Across the entries below, the lines containing "Virchowstraße" should be counted and only their number returned.

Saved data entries
=== Section Start ===

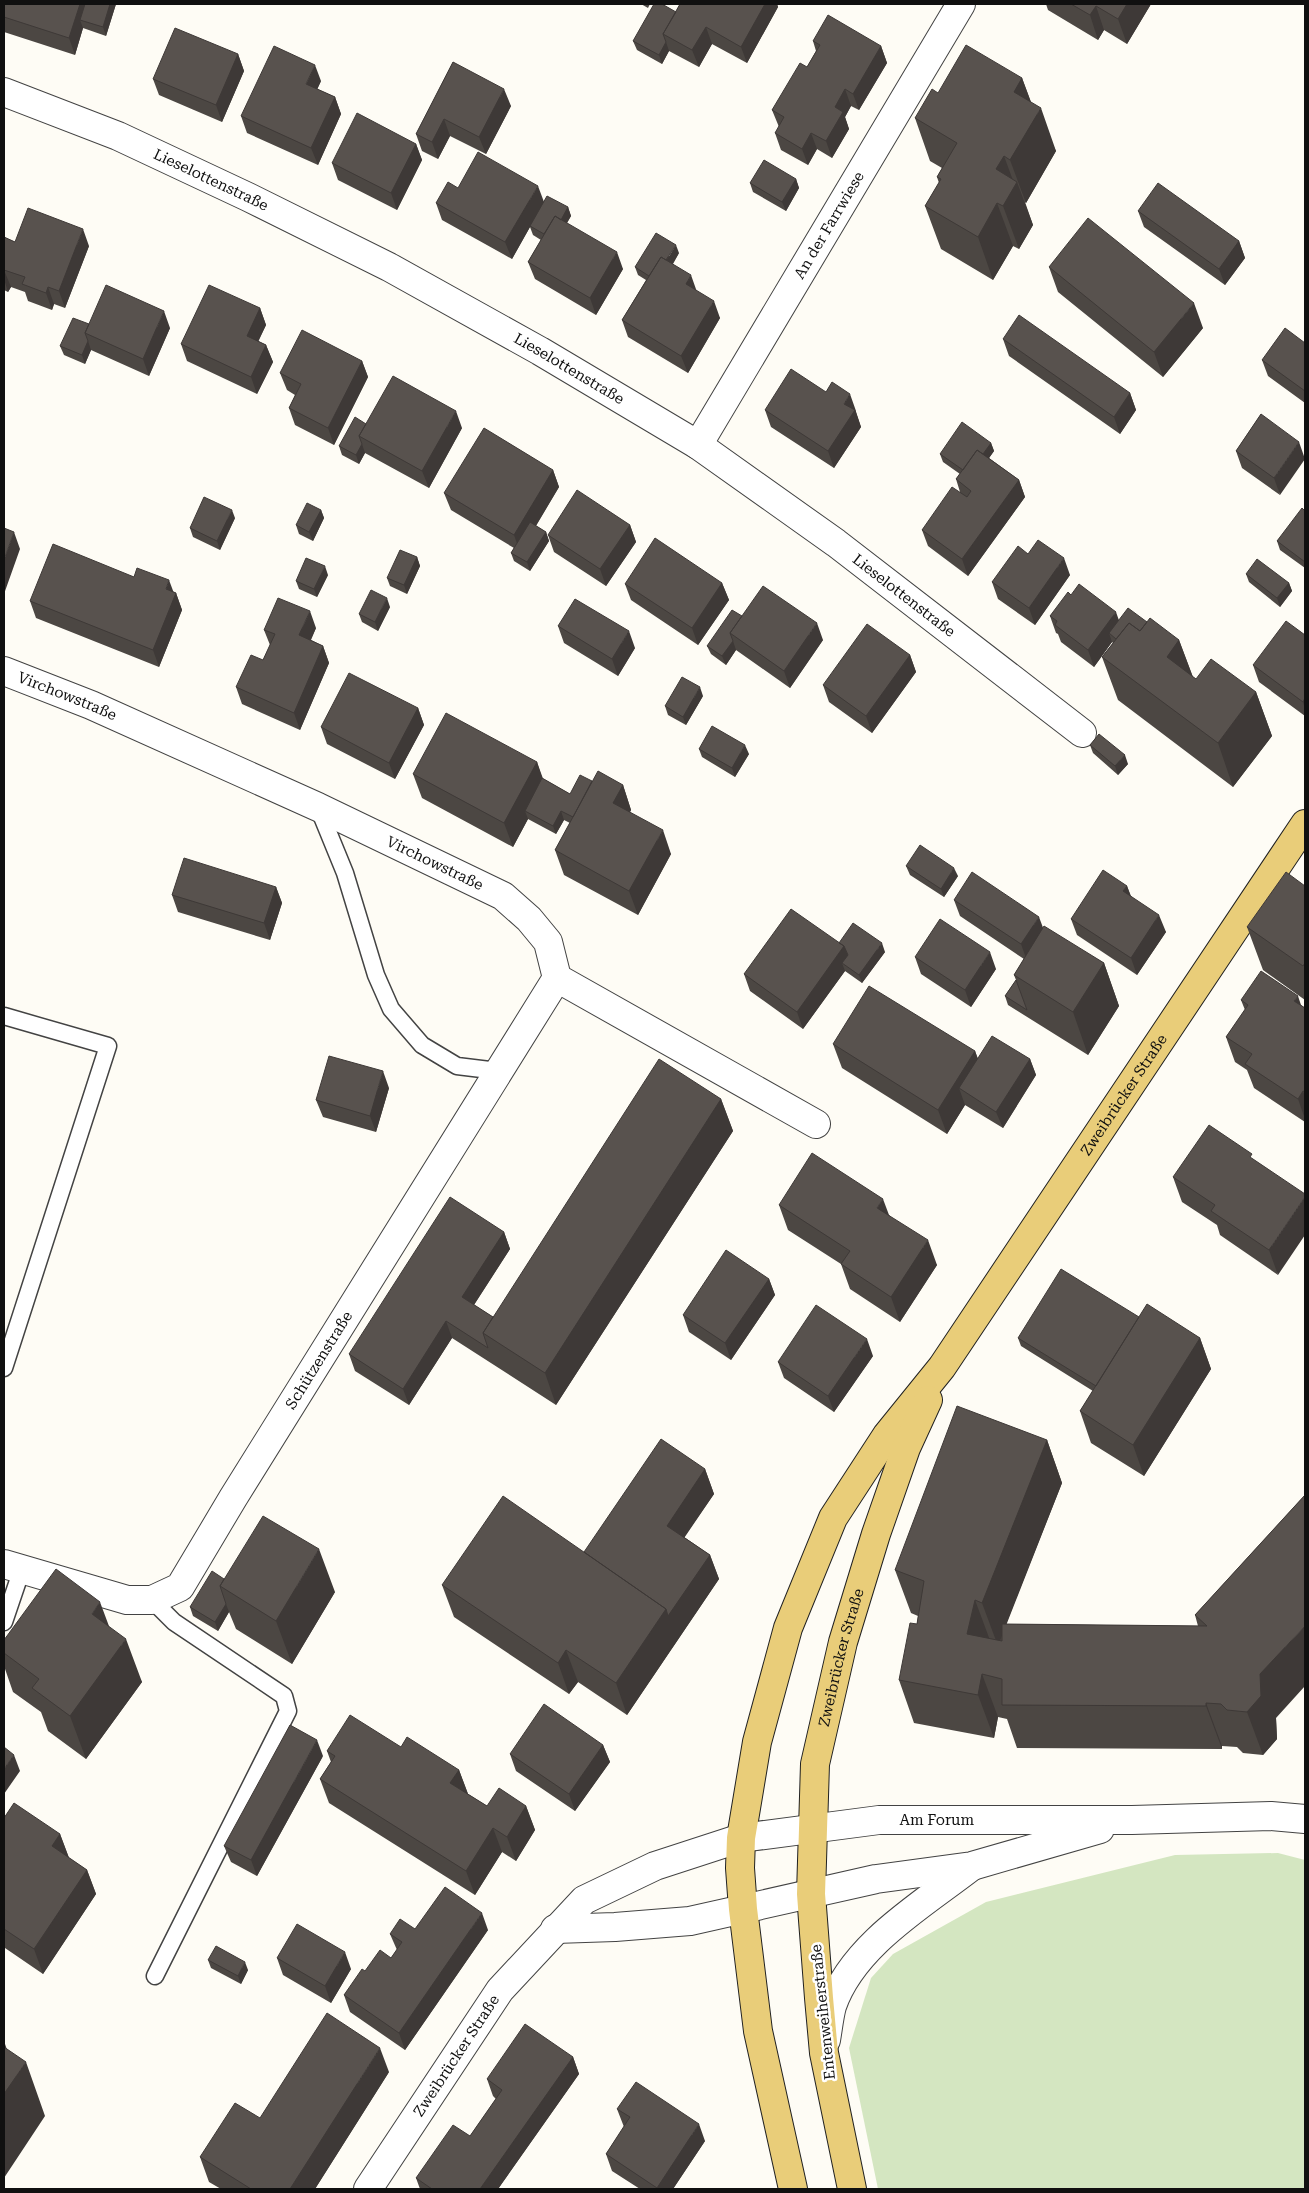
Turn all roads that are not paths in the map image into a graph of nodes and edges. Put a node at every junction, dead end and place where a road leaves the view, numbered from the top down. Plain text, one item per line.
1 (955, 6) edge
2 (4, 92) edge
3 (698, 445) junction
4 (4, 671) edge
5 (1082, 733) dead end
6 (318, 806) junction
7 (1305, 824) edge
8 (557, 978) junction
9 (4, 1016) edge
10 (498, 1070) junction
11 (816, 1124) dead end
12 (942, 1367) junction
13 (4, 1368) edge
14 (13, 1567) edge
15 (152, 1600) junction
16 (4, 1622) edge
17 (1305, 1819) edge
18 (1132, 1820) junction
19 (812, 1830) junction
20 (741, 1838) junction
21 (972, 1866) junction
22 (811, 1894) junction
23 (743, 1909) junction
24 (555, 1929) junction
25 (155, 1976) dead end
26 (824, 2053) junction
27 (368, 2189) edge
28 (792, 2189) edge
29 (852, 2189) edge

1 - 3 street, An der Farrwiese
2 - 3 street, Lieselottenstraße
3 - 5 street, Lieselottenstraße
4 - 6 street, Virchowstraße
6 - 8 street, Virchowstraße
6 - 10 lane
7 - 12 main road, Zweibrücker Straße
8 - 10 street, Schützenstraße
8 - 11 street
9 - 13 lane
10 - 15 street, Schützenstraße
12 - 19 main road, Zweibrücker Straße
12 - 20 main road, Zweibrücker Straße
14 - 15 street, Schützenstraße
14 - 16 lane
15 - 25 lane
17 - 18 street, Am Forum
18 - 19 street, Am Forum
18 - 21 street, Am Forum
19 - 20 street, Am Forum
19 - 22 main road, Zweibrücker Straße
20 - 23 main road, Zweibrücker Straße
20 - 24 street, Zweibrücker Straße
21 - 22 street, Am Forum
21 - 26 street, Am Forum
22 - 23 street
22 - 26 main road, Entenweiherstraße
23 - 24 street
23 - 28 main road
24 - 27 street, Zweibrücker Straße
26 - 29 main road, Entenweiherstraße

=== Section End ===

▶ **Task output**: 2